I love animals and feel like my happy place is living in a lush green far away place from humans and my boyfriend and I own heaps of animals and they take up most of our time.. I honestly don’t enjoy any field of work.. I work in a dog kennel and the work is ok but the work load so heavy! The pay is bad and I we are underappreciated by the boss. I am financially struggling that I can’t even move out of home with my boyfriend.. I would love to save animals off the street, but that is charity work and you can’t making a living off that. Then this brings me to thoughts in my head of WHO CARES if I don’t have money..?! if I can make a tiny difference in an animals life then maybe that’s what I’m meant to do and I will be happy. I would also like to travel and do charity work for animals.. but i need money for that..But then I would love a life of luxury and nice things!!

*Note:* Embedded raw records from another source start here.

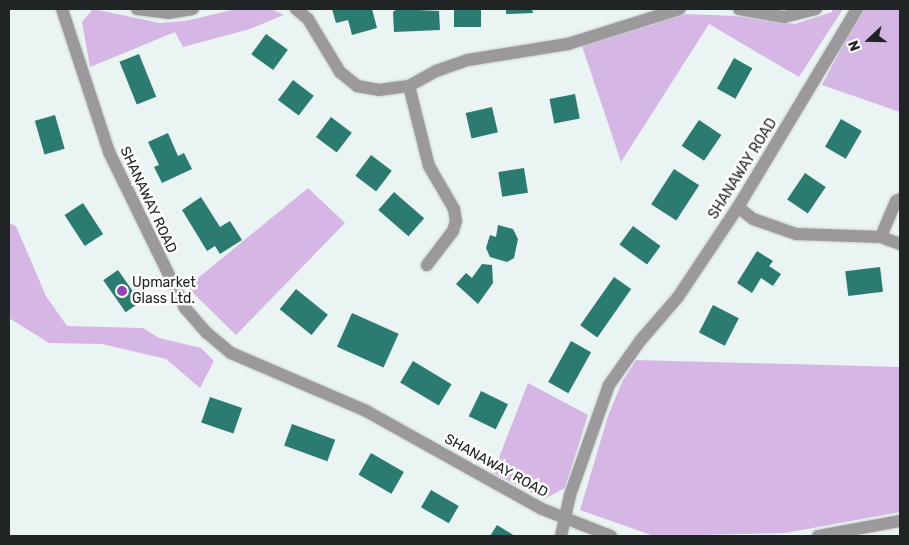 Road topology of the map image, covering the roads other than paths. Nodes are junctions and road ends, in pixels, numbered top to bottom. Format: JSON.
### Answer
{"nodes":[{"id":1,"x":62,"y":9,"type":"edge"},
{"id":2,"x":137,"y":9,"type":"edge"},
{"id":3,"x":192,"y":9,"type":"edge"},
{"id":4,"x":296,"y":9,"type":"edge"},
{"id":5,"x":680,"y":9,"type":"edge"},
{"id":6,"x":739,"y":9,"type":"edge"},
{"id":7,"x":816,"y":9,"type":"edge"},
{"id":8,"x":856,"y":9,"type":"edge"},
{"id":9,"x":409,"y":86,"type":"junction"},
{"id":10,"x":900,"y":199,"type":"edge"},
{"id":11,"x":738,"y":207,"type":"junction"},
{"id":12,"x":881,"y":237,"type":"junction"},
{"id":13,"x":900,"y":244,"type":"edge"},
{"id":14,"x":427,"y":265,"type":"dead end"},
{"id":15,"x":565,"y":517,"type":"junction"},
{"id":16,"x":900,"y":521,"type":"edge"},
{"id":17,"x":561,"y":536,"type":"edge"},
{"id":18,"x":611,"y":536,"type":"edge"},
{"id":19,"x":818,"y":536,"type":"edge"}],
"edges":[{"from":1,"to":15,"type":"street","name":"SHANAWAY ROAD"},
{"from":2,"to":3,"type":"street"},
{"from":4,"to":9,"type":"street"},
{"from":5,"to":9,"type":"street"},
{"from":6,"to":7,"type":"street"},
{"from":8,"to":11,"type":"street","name":"SHANAWAY ROAD"},
{"from":9,"to":14,"type":"street"},
{"from":10,"to":12,"type":"street"},
{"from":11,"to":12,"type":"street"},
{"from":11,"to":15,"type":"street","name":"SHANAWAY ROAD"},
{"from":12,"to":13,"type":"street"},
{"from":15,"to":17,"type":"street"},
{"from":15,"to":18,"type":"street"},
{"from":16,"to":19,"type":"street"}]} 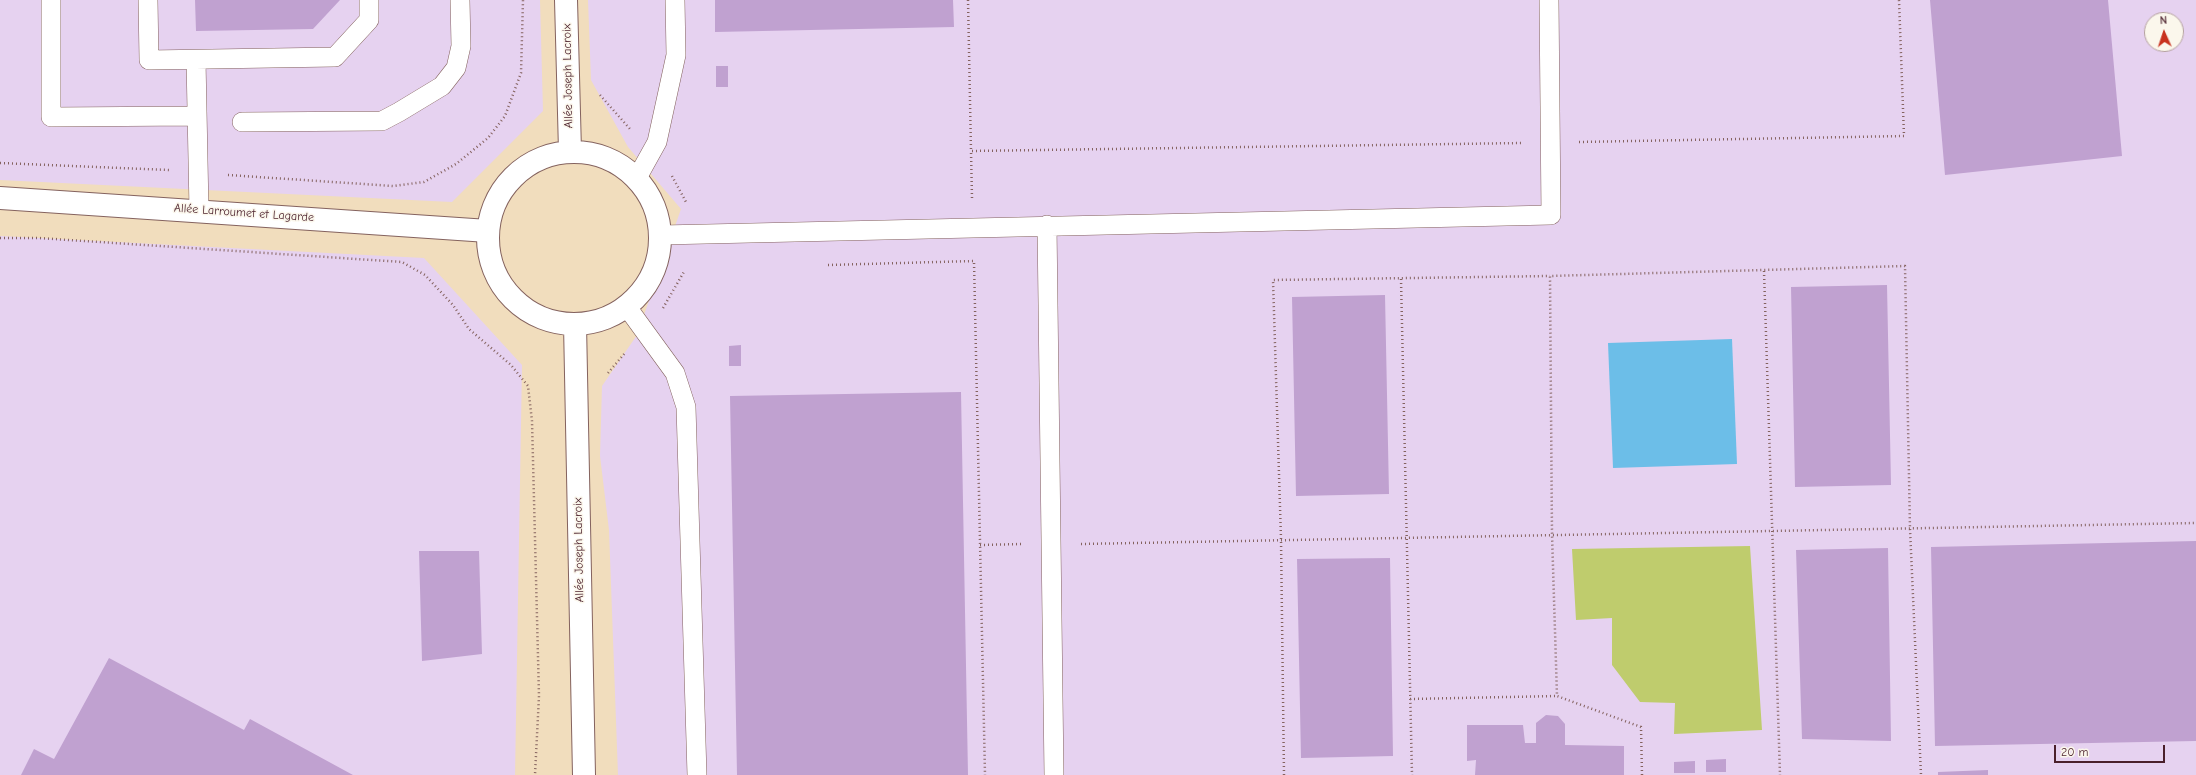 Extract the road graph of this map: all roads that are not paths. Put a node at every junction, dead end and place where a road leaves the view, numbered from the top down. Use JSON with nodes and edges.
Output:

I am angry at the world. I HATE the human race, I hate money and all the importance humans put on it. Money causes war. Humans are horrible to animals and I honestly wish we would get wiped out so the earth can repair itself.
I want to stop being angry and sad and anxious and have an energy that people are drawn to and be appreciative and content with my life because I know compared to so many others it is great and I am very lucky. ☹April 26, 2019 at 9:59 am #291395
“I actually hate humans… People piss me off so easily, I have so much anger inside of me…I am very judgmental but also very nice at the same time… I HATE the human race.. Humans are horrible”
And you wrote, “I can never get my point across even when I know what I mean in my head”-
I understand that you live with your parents and you can’t tell them what you really think, having to block your anger at them, act nice. If you could say anything you wanted to say just as you think it, just as you feel it, what would you say to your father, to your mother, to any of your sisters?
If you want to do this exercise, to type away what you would say to these individuals, separately, one at a time, do so, type away without editing and then submit.
If you do, I will read and reply further.
anitaApril 27, 2019 at 9:11 pm #291553
In order for others to love you, you have to love yourself. You aren’t boring. No one is. We all have a story to tell, and you are telling yours. You just wrote a very personal and compassion provoking blog highlighting the issues you are dealing with. Find your best assets and interests and build a blossoming, love-filled self. The more you have self-love, the more you will be able to see the good in others.
Don’t be afraid to seek out a good therapist or spiritual group that will affirm your loving self. Meditation and Yoga are great tools to find clarity into our lives, and start the self compassion process while finding grace and peace with our shadow self of negative emotions and judgements. Journaling is also an effective tool in finding insights into our behavior, and helps to nurture love and compassion in our lives. Find time to nurture your love of nature and animals, which will help you to find your inner confidence and joy. And also find a way to work in a profession you like which fills your heart with joy. It isn’t always easy finding the right career, but if it is a profession you have a passion for, it will change the outlook of your whole life. Self-Love and happiness are there, but they are hiding behind a cloud of critical judgements and negative thinking. Allow YOUR beautiful light to shine through. It is there!